## WHAT YOU NEED TO DO
For each line of the data that includes the word "nodes", copy the line.
[Opening SOURCE RECORDS section]
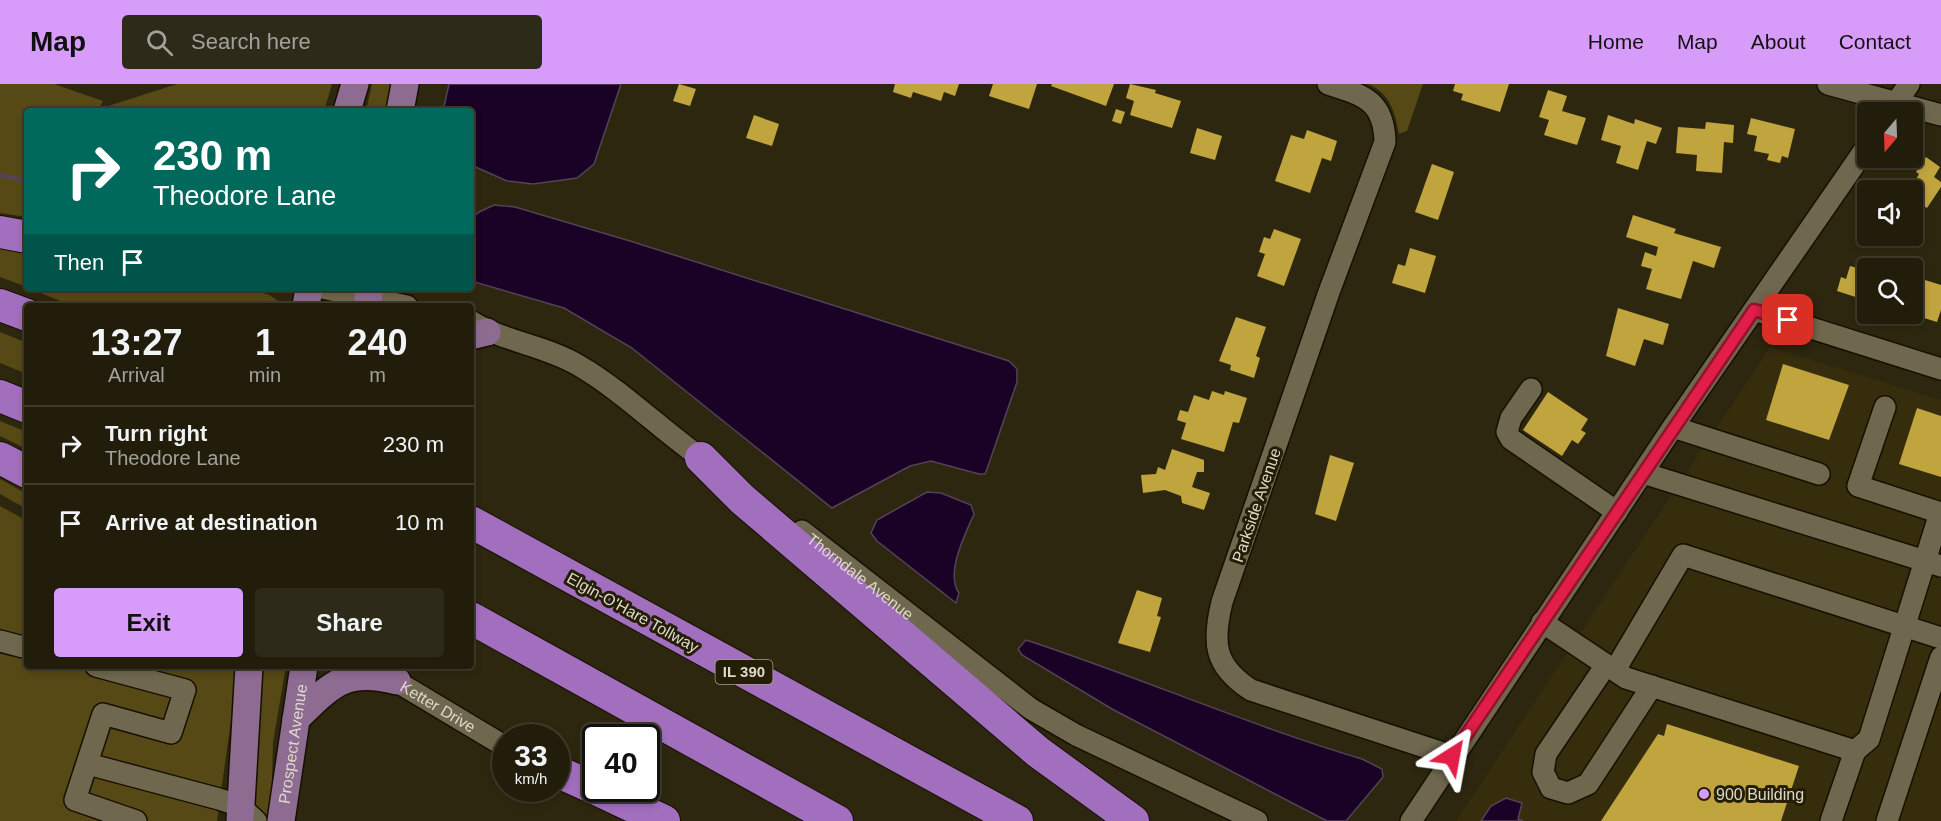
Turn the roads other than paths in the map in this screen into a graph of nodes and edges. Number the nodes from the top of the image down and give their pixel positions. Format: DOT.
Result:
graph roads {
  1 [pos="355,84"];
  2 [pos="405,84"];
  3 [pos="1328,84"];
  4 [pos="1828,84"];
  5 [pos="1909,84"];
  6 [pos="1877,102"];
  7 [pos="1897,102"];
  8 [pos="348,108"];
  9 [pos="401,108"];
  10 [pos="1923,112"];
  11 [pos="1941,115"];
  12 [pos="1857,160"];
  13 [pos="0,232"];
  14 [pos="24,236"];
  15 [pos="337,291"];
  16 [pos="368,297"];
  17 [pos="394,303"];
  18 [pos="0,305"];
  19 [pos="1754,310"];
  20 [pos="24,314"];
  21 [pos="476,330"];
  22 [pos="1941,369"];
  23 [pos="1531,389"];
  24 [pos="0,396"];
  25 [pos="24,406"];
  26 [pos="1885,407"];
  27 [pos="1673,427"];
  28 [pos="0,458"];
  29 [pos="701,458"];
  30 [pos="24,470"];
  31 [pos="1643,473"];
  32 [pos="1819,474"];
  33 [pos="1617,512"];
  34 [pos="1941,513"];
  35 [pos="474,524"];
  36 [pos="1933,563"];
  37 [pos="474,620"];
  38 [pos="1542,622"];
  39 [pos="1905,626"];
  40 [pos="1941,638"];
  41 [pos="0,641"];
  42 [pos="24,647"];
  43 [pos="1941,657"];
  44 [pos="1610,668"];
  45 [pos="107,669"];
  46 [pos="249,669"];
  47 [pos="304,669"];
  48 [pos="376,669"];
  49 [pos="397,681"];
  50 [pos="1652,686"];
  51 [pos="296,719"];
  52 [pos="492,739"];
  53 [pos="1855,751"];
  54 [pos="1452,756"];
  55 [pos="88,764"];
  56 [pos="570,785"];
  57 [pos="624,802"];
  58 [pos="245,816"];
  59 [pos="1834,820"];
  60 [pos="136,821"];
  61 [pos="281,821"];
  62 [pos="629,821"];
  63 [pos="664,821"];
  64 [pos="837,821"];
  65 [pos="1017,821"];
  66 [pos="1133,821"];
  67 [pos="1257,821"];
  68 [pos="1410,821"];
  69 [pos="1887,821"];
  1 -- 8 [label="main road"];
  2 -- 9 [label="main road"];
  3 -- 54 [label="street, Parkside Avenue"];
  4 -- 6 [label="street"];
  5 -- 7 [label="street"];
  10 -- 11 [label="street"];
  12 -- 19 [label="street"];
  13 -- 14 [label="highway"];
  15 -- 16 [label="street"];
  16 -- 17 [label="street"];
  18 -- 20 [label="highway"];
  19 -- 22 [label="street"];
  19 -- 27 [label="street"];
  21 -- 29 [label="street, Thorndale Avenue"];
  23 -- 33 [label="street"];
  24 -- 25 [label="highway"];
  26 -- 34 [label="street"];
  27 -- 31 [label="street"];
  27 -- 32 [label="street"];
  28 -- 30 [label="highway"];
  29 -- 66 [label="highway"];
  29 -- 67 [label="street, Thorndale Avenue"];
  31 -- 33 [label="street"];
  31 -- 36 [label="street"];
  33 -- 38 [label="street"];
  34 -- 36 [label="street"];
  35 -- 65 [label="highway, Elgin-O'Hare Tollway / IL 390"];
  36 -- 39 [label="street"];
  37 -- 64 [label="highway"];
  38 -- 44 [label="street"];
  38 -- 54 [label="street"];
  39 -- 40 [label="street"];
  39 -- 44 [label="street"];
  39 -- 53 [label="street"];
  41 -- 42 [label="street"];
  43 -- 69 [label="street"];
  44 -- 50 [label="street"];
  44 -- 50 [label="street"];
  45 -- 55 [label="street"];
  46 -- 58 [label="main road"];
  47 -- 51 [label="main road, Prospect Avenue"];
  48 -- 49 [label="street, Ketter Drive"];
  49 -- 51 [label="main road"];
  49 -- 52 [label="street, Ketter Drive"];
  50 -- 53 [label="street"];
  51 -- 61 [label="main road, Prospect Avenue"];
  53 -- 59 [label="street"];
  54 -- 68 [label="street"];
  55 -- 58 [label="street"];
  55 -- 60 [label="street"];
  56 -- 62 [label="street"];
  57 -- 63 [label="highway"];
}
[Closing SOURCE RECORDS section]
[Opening SOURCE RECORDS section]
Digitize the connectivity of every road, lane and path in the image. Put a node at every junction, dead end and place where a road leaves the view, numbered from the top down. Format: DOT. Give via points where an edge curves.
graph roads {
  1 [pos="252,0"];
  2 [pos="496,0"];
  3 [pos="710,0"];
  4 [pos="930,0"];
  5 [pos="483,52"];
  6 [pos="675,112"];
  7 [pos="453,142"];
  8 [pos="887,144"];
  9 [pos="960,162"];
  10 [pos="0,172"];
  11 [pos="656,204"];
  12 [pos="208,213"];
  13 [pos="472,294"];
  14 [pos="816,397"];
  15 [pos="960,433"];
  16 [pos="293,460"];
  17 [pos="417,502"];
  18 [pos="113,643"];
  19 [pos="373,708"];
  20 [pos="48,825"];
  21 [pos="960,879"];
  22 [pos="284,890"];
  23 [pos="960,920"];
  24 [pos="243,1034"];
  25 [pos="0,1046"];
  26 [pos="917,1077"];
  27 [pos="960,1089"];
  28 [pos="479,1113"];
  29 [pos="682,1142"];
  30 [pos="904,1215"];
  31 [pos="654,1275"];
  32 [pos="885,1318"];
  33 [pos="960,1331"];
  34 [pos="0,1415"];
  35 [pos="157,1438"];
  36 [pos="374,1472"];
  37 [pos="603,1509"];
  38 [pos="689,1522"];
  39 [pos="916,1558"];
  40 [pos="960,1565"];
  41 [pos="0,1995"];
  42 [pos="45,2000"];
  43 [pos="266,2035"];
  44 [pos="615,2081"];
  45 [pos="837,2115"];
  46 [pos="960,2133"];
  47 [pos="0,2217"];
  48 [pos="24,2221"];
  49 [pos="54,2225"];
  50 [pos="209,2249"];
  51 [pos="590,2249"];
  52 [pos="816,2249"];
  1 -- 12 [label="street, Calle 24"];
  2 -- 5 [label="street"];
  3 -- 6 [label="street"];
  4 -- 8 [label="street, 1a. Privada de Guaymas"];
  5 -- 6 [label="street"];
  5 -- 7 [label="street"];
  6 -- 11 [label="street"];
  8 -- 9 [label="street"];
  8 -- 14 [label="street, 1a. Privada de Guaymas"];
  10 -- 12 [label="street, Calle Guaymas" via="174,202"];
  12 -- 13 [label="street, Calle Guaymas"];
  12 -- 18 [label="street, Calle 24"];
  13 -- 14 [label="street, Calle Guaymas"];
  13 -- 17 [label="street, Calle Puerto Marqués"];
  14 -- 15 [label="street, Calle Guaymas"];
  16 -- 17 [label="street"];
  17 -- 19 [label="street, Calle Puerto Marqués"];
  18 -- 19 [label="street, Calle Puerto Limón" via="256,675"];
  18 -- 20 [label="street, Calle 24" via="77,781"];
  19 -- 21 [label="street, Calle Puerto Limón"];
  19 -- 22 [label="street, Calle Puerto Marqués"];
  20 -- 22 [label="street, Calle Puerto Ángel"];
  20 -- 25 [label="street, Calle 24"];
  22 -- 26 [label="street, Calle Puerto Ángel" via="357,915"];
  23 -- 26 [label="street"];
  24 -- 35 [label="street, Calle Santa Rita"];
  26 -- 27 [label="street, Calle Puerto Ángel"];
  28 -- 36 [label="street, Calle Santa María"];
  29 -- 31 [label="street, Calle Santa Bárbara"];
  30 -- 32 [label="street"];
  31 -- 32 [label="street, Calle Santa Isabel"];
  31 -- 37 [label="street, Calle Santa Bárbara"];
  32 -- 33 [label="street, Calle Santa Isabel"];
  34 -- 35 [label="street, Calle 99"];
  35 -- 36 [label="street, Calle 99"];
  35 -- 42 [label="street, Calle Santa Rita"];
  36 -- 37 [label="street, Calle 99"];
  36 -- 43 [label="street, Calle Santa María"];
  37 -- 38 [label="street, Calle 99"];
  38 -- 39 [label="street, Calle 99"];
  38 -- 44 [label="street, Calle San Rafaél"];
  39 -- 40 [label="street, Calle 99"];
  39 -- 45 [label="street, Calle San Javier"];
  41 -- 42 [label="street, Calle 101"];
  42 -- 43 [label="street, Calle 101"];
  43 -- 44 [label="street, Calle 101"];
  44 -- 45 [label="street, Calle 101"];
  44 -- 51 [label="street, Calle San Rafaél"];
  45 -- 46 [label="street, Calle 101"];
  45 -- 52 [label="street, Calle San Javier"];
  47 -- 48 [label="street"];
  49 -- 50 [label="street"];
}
[Closing SOURCE RECORDS section]
[Opening SOURCE RECORDS section]
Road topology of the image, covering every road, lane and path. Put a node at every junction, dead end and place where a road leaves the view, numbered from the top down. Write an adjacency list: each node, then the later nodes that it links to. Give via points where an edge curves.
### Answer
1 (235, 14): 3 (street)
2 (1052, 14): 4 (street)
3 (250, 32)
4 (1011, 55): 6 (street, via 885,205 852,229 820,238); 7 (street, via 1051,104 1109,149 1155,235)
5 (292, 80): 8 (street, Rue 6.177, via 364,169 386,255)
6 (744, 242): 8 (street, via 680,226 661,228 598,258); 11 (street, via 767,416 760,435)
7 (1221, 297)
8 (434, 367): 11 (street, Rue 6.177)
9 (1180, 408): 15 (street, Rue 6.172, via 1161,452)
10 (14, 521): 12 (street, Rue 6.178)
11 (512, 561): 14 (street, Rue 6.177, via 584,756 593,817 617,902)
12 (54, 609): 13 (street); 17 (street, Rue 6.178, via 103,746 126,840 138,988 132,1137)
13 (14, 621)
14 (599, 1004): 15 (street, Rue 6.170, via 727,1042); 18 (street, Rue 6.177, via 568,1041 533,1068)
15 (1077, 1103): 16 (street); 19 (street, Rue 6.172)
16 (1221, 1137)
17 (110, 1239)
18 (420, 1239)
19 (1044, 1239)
[Closing SOURCE RECORDS section]
## ANSWER BOX
Turn the roads other than paths in the map in this screen into a graph of nodes and edges. Number the nodes from the top of the image down and give their pixel positions. Format: DOT.
Road topology of the image, covering every road, lane and path. Put a node at every junction, dead end and place where a road leaves the view, numbered from the top down. Write an adjacency list: each node, then the later nodes that it links to. Give via points where an edge curves.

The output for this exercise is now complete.